Documentation
Use Subsets with MCP clients or integrate directly with our REST API
Introduction
Philosophy & Architecture
Subsets indexes datasets directly from pre-approved GitHub repositories. Instead of requiring publishers to upload data through our API, we scrape their repositories and ingest Parquet files automatically.

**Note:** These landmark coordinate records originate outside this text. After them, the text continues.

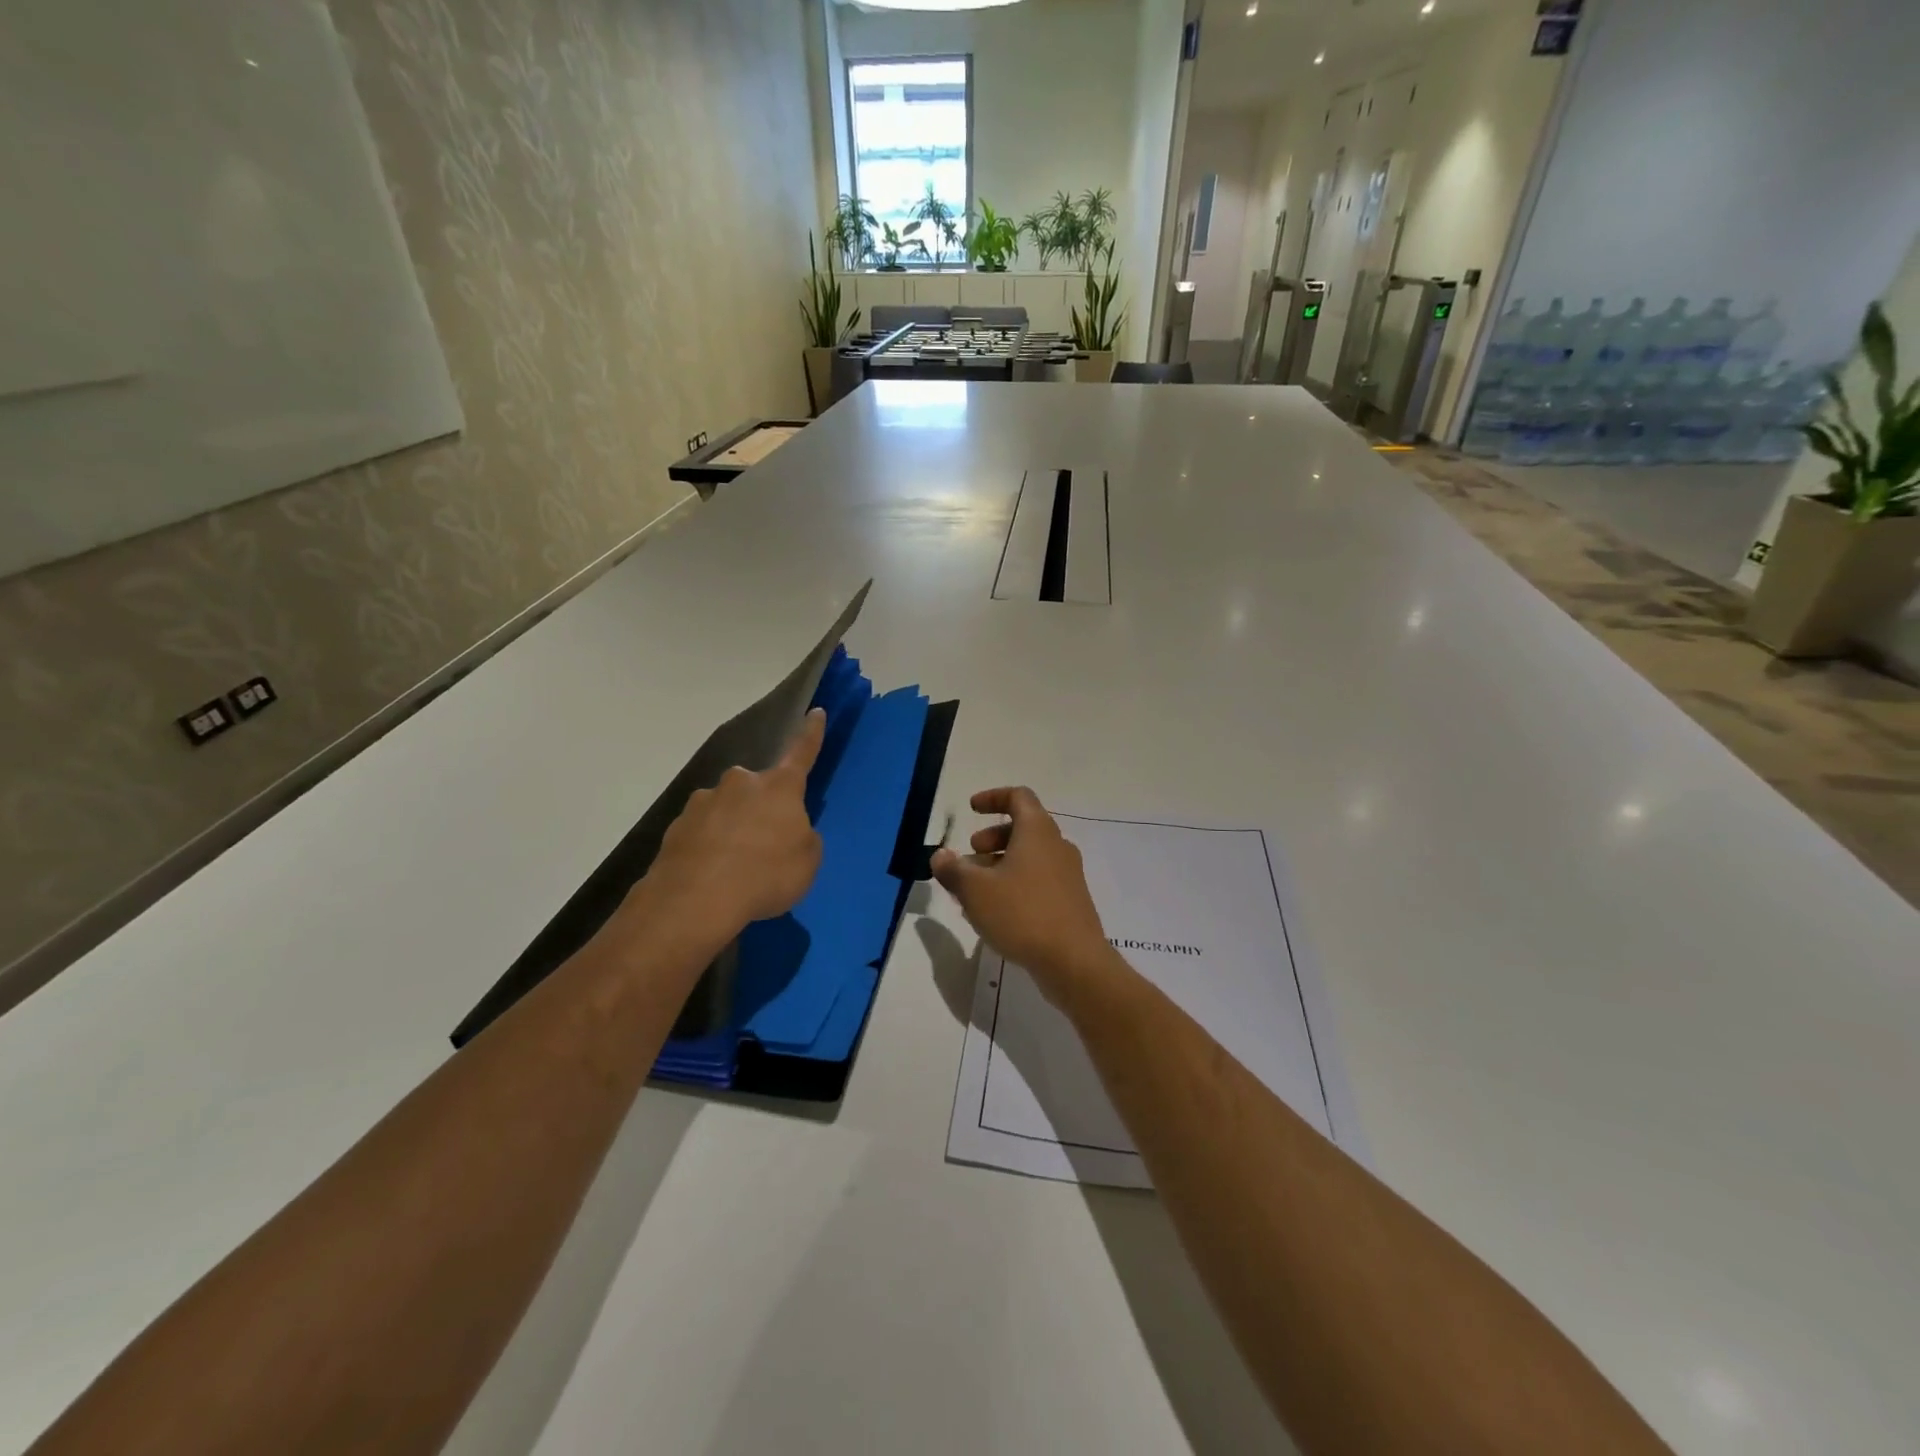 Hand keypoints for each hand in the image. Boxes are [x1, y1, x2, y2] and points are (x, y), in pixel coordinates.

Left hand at [636, 709, 825, 943]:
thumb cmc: (766, 875)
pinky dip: (709, 848)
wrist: (695, 899)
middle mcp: (740, 783)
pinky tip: (710, 877)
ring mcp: (703, 802)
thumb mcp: (807, 861)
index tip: (816, 712)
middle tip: (766, 844)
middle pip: (757, 789)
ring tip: (735, 869)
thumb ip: (802, 837)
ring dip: (733, 829)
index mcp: (779, 787)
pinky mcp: (676, 826)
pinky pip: (702, 833)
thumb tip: (785, 831)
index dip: (811, 734)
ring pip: (726, 810)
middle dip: (762, 808)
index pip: (801, 753)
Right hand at [931, 787, 1115, 1007]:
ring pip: (1030, 857)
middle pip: (1023, 827)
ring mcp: (1068, 875)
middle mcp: (1057, 846)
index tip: (971, 809)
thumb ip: (953, 869)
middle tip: (969, 857)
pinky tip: (996, 913)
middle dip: (991, 838)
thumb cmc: (1022, 914)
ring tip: (974, 891)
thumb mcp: (975, 890)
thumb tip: (940, 856)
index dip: (993, 797)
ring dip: (1000, 864)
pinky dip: (1015, 884)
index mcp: (1037, 831)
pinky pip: (1038, 880)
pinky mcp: (1071, 901)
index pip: (1018, 796)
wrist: (1074, 961) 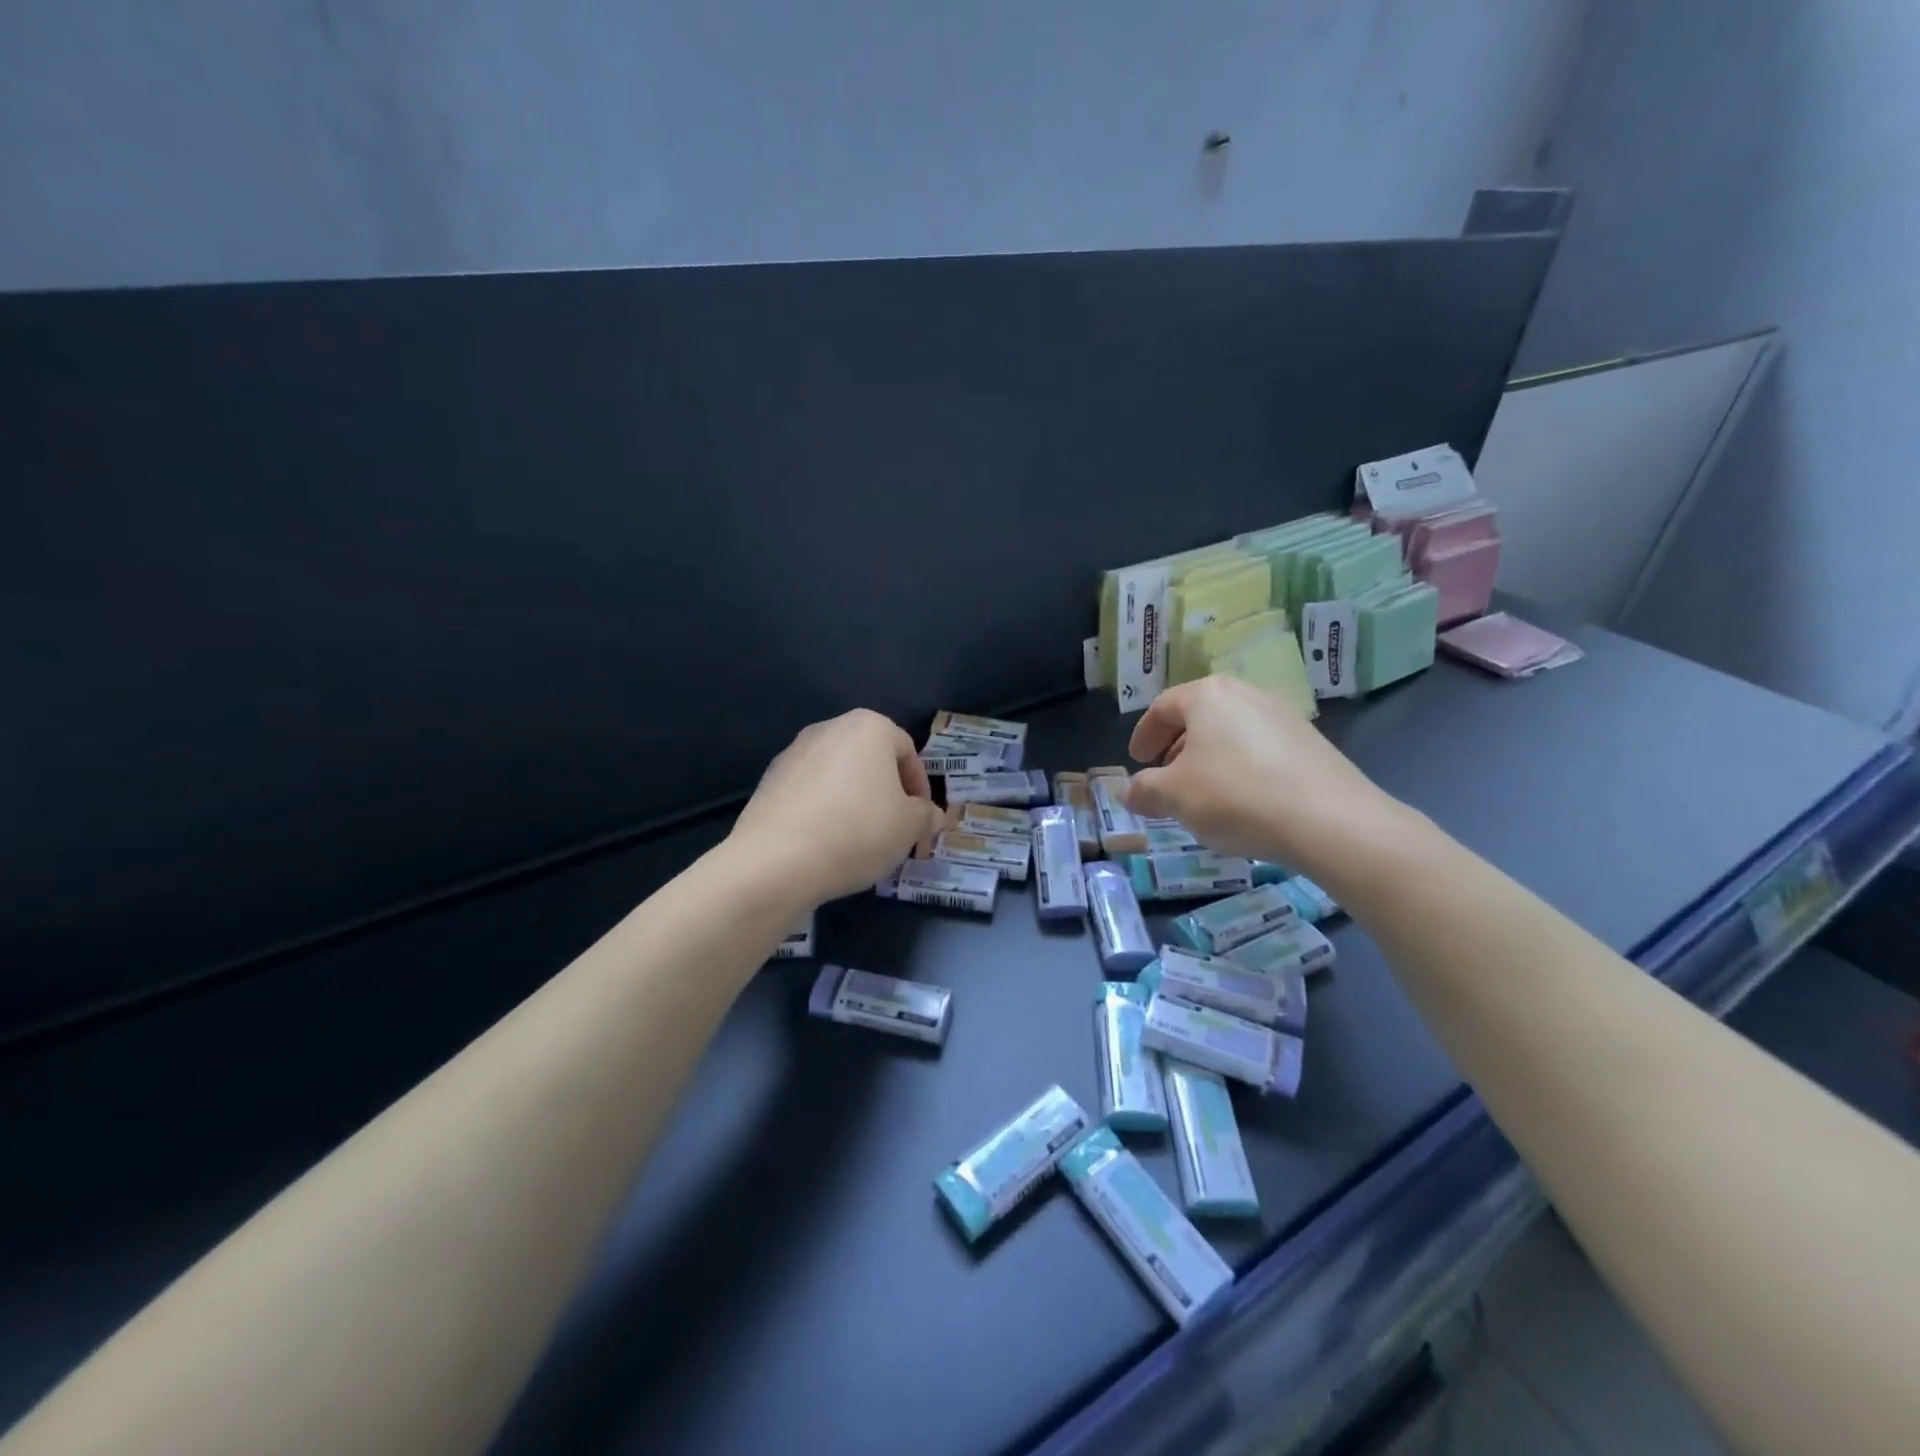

This approach has several key advantages:
- Version Control: All data changes are tracked in Git, providing a complete audit trail
- No Upload Overhead: Publishers simply commit to their repository; we handle the rest
- Open Infrastructure: The data lakehouse is built on open formats (Parquet, Apache Iceberg) and open protocols
- Free Compute: Publishers don't pay for data transformation or hosting
The lakehouse uses Apache Iceberg for table management, with Cloudflare R2 for object storage. All queries are executed through DuckDB, providing fast analytical performance without requiring publishers to manage infrastructure.
Open Infrastructure
The entire Subsets platform is built on open standards and formats:
Data Formats
- • Apache Parquet for columnar storage
- • Apache Iceberg for table management
- • ACID transactions with versioning
Query Engine
- • DuckDB for analytical queries
- • Full SQL support with extensions
- • Zero-copy data access where possible
This open architecture means your data remains portable. You're never locked into proprietary formats, and the underlying files can be read by any tool that supports Parquet.
MCP Server
Subsets provides a Model Context Protocol (MCP) server that enables AI assistants to search and query statistical data directly. Use with your favorite MCP client, like Claude Desktop.
⚙️Installation & Setup
1. Install uv & Get API Key
Install uv (Python package manager):
curl -LsSf https://astral.sh/uv/install.sh | shThen sign up at subsets.io to get your API key.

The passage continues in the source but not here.